Indramayu//insanpenarakyat.com – Tumpukan sampah yang meluber hingga ke badan jalan di sejumlah Tempat Penampungan Sementara (TPS) di Kabupaten Indramayu menjadi sorotan pegiat lingkungan Jawa Barat, Arbi Fuadi. Menurutnya, kondisi ini mencerminkan gagalnya sistem pengelolaan sampah yang menyeluruh di tingkat daerah.
“Sangat miris dan memprihatinkan, hal ini menggambarkan betapa pengelolaan sampah di sebuah daerah masih sangat sulit dilakukan secara ‘selesai’,” ujarnya saat dihubungi melalui sambungan telepon, Senin (21/4/2025).
Berdasarkan data tahun 2023, pengangkutan sampah di Kabupaten Indramayu hanya mencapai 40 persen. Arbi menambahkan bahwa meskipun diklaim meningkat menjadi 60 persen pada 2024 oleh Kepala Dinas Lingkungan Hidup dalam sebuah podcast, realitas di lapangan masih menunjukkan keberadaan tumpukan sampah yang mencemari jalan hingga aliran sungai.
Selain itu, ia menyoroti praktik pembakaran sampah yang masih ditemukan di sekitar TPS dan menyebutnya sebagai bentuk pelanggaran hukum.
“Pembakaran sampah merupakan pelanggaran etika lingkungan, sudah diatur pada undang-undang dan Perda. UU No. 18 Tahun 2008 Pasal 29 dan 40 mengancam kurungan 6 bulan dan denda Rp50 juta. Sementara Perda Kabupaten Indramayu No.12 Tahun 2026 mengatur denda administratif hingga Rp500 ribu,” jelasnya.
Arbi menekankan bahwa pembakaran bukan solusi pengelolaan, melainkan hanya mengubah bentuk sampah menjadi gas berbahaya yang dapat memicu penyakit pernapasan serius.
Dampak buruk TPS yang tidak tertangani juga menyasar sektor pertanian. Arbi mengungkapkan bahwa tumpukan sampah dapat menyumbat aliran air ke lahan pertanian dan mencemari sumber air.
“Jika sampah plastik sampai ke laut melalui muara, maka akan berubah jadi mikro atau nano plastik yang memengaruhi ekosistem mangrove hingga kualitas ikan laut. Studi Environmental Science & Technology April 2024 menyebut konsumsi plastik di Indonesia mencapai 15 gram per orang per bulan.

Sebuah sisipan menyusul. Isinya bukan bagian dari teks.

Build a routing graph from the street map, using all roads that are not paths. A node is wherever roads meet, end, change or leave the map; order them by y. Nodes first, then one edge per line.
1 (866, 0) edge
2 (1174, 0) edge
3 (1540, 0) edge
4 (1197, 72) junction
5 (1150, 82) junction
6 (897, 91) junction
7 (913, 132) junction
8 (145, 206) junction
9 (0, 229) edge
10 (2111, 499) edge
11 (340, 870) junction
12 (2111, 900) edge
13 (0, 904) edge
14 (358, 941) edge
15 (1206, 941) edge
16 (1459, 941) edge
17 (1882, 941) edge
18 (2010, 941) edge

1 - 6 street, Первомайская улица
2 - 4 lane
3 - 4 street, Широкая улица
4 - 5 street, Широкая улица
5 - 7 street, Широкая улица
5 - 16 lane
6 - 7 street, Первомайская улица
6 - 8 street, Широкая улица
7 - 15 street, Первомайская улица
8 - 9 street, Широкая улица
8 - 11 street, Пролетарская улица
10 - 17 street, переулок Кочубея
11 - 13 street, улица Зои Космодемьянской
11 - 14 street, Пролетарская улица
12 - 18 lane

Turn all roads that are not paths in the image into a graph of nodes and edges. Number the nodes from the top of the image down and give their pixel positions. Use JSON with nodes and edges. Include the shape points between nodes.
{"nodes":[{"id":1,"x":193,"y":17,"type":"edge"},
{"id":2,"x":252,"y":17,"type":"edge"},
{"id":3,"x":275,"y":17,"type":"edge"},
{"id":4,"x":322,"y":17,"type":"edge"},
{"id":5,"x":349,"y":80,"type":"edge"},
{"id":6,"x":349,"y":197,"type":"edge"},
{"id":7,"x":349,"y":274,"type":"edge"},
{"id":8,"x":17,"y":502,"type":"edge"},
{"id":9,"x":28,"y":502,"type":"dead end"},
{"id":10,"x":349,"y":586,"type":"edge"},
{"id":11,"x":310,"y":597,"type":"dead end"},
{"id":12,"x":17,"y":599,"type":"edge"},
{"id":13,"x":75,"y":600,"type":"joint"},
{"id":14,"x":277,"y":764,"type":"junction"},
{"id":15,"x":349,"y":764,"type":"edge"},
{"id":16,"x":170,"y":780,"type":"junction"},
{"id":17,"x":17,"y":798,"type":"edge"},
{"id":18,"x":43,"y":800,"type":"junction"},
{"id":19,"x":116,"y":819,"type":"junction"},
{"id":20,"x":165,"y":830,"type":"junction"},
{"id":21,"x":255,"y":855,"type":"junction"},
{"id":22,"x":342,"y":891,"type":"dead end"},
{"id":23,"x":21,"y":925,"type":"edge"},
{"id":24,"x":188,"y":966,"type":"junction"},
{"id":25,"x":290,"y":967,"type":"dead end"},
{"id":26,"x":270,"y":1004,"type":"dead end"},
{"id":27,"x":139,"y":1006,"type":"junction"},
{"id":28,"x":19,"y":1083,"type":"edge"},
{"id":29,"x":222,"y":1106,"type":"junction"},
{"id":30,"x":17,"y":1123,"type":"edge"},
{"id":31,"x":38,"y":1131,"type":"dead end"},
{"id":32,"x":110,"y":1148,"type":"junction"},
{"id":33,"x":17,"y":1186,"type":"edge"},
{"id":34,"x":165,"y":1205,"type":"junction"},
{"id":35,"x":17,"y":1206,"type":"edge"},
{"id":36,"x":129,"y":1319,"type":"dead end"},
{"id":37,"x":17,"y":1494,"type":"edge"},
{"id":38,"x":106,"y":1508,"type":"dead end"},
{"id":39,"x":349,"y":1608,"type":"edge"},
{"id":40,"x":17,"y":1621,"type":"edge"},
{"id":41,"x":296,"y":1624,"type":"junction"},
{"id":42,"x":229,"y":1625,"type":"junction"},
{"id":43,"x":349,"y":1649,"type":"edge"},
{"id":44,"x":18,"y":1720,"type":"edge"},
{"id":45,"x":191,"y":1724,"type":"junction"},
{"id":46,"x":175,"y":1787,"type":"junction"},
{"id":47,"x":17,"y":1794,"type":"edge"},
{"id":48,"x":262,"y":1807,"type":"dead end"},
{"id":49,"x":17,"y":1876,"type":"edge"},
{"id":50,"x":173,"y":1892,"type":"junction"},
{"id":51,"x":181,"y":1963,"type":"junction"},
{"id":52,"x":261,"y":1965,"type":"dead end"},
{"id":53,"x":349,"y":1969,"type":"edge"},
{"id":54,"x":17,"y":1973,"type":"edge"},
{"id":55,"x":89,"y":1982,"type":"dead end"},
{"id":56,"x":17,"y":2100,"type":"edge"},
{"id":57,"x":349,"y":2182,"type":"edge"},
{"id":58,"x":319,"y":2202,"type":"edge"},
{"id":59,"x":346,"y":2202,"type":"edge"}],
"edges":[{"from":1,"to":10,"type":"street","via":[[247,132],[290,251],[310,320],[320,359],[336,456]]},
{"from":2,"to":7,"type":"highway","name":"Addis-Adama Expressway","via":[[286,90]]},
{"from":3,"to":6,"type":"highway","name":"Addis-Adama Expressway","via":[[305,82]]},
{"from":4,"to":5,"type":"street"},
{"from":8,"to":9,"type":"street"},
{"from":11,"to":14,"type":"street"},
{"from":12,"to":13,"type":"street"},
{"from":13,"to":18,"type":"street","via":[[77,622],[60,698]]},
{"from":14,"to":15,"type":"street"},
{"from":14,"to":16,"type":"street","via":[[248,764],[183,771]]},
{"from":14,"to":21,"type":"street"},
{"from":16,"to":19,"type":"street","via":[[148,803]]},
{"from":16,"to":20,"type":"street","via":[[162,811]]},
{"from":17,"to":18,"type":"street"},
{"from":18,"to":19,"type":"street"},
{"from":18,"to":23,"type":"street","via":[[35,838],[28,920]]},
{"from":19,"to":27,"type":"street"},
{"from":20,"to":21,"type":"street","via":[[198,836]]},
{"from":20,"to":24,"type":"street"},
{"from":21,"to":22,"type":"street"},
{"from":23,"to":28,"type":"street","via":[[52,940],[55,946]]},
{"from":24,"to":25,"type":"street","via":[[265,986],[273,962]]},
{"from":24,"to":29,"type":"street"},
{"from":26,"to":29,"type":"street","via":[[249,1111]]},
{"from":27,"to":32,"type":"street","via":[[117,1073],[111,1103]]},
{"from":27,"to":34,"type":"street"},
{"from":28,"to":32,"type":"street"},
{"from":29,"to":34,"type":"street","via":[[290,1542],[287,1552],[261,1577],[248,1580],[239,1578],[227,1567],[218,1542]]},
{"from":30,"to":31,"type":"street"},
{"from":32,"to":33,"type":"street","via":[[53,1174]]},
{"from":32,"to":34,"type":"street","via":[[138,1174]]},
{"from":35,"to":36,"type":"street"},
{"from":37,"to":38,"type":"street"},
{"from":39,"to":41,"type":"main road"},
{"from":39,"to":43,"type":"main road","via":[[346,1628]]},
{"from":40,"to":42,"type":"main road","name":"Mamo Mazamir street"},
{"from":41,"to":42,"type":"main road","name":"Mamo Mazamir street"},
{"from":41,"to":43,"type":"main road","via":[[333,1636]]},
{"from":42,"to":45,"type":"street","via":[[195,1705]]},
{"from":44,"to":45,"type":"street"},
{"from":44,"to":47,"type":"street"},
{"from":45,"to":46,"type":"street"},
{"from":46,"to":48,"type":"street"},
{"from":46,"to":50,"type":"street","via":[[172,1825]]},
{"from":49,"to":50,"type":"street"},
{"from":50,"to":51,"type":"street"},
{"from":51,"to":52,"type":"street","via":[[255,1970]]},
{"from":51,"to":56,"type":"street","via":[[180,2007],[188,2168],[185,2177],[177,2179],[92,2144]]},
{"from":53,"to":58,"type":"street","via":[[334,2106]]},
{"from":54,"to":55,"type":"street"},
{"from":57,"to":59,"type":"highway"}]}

Sangat mengerikan, akan muncul penyakit-penyakit baru,” katanya.
Terkait penempatan TPS yang jauh dari permukiman, Arbi menyampaikan pandangan netral, mengingat Perda Indramayu memang mengatur jarak minimal 1 kilometer dari pemukiman.
“Banyak fasilitas pengelolaan sampah justru di tengah permukiman, ini bisa jadi ‘rangsangan’ agar masyarakat sadar bahwa tanggung jawab sampah adalah tanggung jawab bersama,” ucapnya.
Ia menyebut bahwa persoalan utama terletak pada sistem pengangkutan yang belum terjadwal secara optimal.
“Secara SOP penempatan mungkin itu sudah sesuai, tapi yang mungkin belum berjalan adalah pengangkutan rutin dan terjadwal dengan mempertimbangkan timbulan sampah agar tidak terjadi tumpukan,” ujarnya.
Arbi juga mendorong Dinas Lingkungan Hidup Kabupaten Indramayu untuk lebih serius menangani masalah ini melalui evaluasi menyeluruh terhadap kinerja dan skema pengangkutan sampah.
“Saya harap dengan adanya ini bisa menjadi ‘trigger’ pemerintah untuk mau serius dalam urusan pengelolaan sampah di Kabupaten Indramayu, agar kualitas hidup masyarakat meningkat dan lingkungan yang berkelanjutan,” tutupnya.
Hingga berita ini diturunkan, Dinas Lingkungan Hidup Kabupaten Indramayu belum memberikan tanggapan, baik melalui pesan singkat, sambungan telepon, maupun saat wartawan mengunjungi kantor instansi tersebut.